What the exercise asks:
Without changing a word, copy every line of the listing below and leave out the images.

Entries supplied:

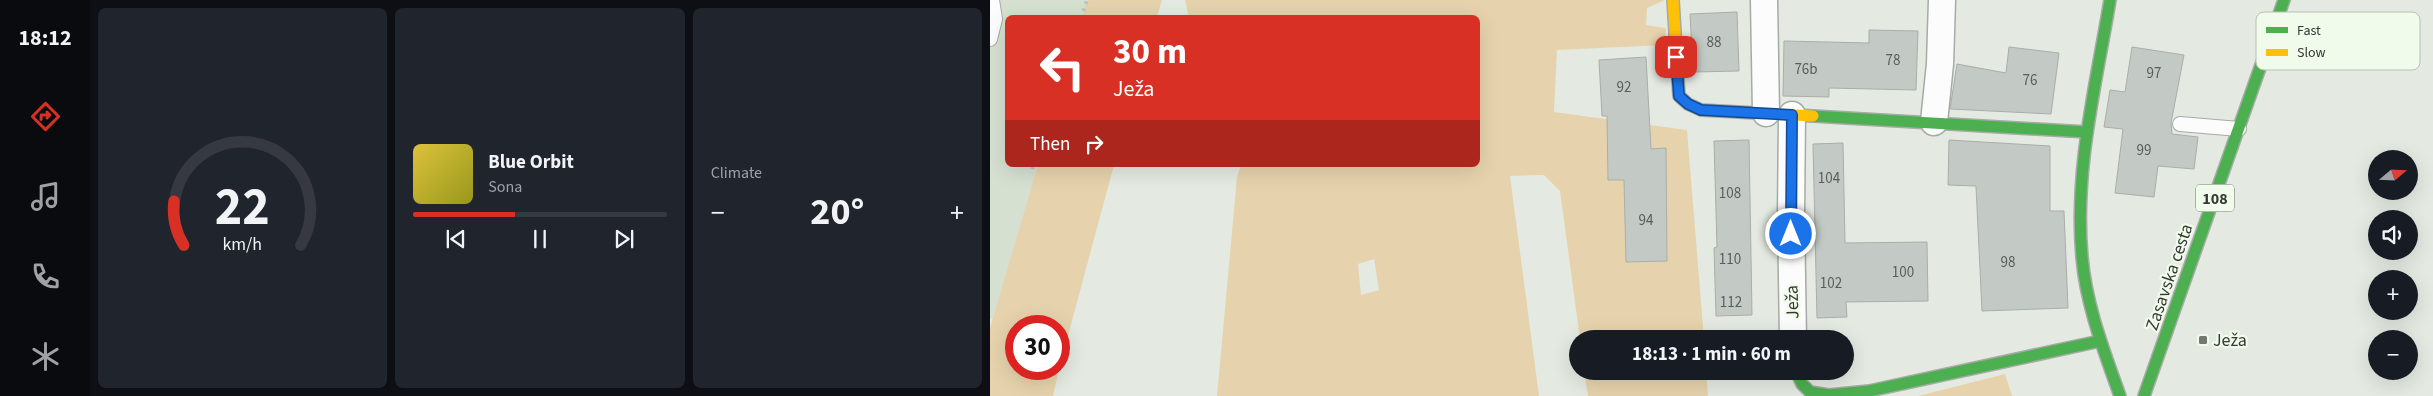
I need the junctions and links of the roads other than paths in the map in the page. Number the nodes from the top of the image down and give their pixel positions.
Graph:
1 (992, 0) edge
2 (1673, 0) edge
3 (1764, 0) edge
4 (1942, 0) edge
5 (2110, 0) edge
6 (2284, 0) edge
7 (2280, 12) edge
8 (990, 38) edge
9 (2259, 70) edge
10 (1766, 113) junction
11 (1792, 115) junction
12 (1934, 122) junction
13 (2180, 124) dead end
14 (2238, 130) junction
15 (2087, 132) junction
16 (1793, 330) edge
17 (2100, 342) junction
18 (1800, 380) edge
19 (2120, 396) edge
20 (2144, 396) edge

1 - 8 lane
2 - 10 street
3 - 10 street
4 - 12 street
5 - 15 street
6 - 7 street, Zasavska cesta / 108
9 - 14 street, Zasavska cesta / 108
10 - 11 street
11 - 12 street
11 - 16 street, Ježa
12 - 15 street
13 - 14 lane
14 - 20 street, Zasavska cesta / 108
15 - 17 street
17 - 18 street
17 - 19 street

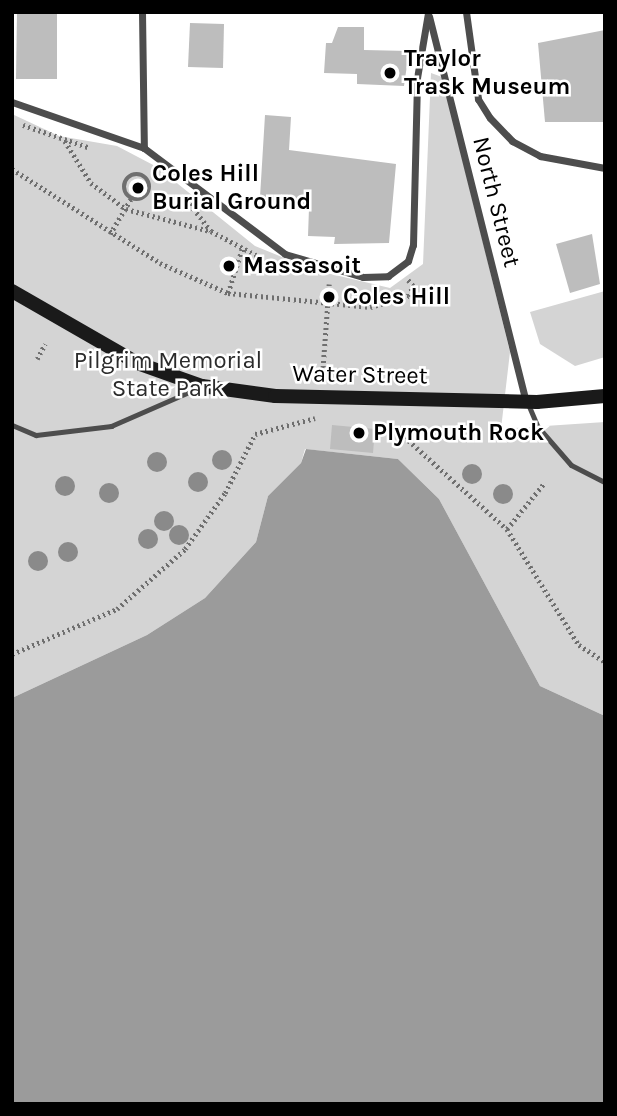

Exercise response:
I need the junctions and links of the roads other than paths in the map in the page. Number the nodes from the top of the image down and give their pixel positions.
Graph:
1 (992, 0) edge
2 (1673, 0) edge
3 (1764, 0) edge
4 (1942, 0) edge
5 (2110, 0) edge
6 (2284, 0) edge
7 (2280, 12) edge
8 (990, 38) edge
9 (2259, 70) edge
10 (1766, 113) junction
11 (1792, 115) junction
12 (1934, 122) junction
13 (2180, 124) dead end
14 (2238, 130) junction
15 (2087, 132) junction
16 (1793, 330) edge
17 (2100, 342) junction
18 (1800, 380) edge
19 (2120, 396) edge
20 (2144, 396) edge

1 - 8 lane
2 - 10 street
3 - 10 street
4 - 12 street
5 - 15 street
6 - 7 street, Zasavska cesta / 108
9 - 14 street, Zasavska cesta / 108
10 - 11 street
11 - 12 street
11 - 16 street, Ježa
12 - 15 street
13 - 14 lane
14 - 20 street, Zasavska cesta / 108
15 - 17 street
17 - 18 street
17 - 19 street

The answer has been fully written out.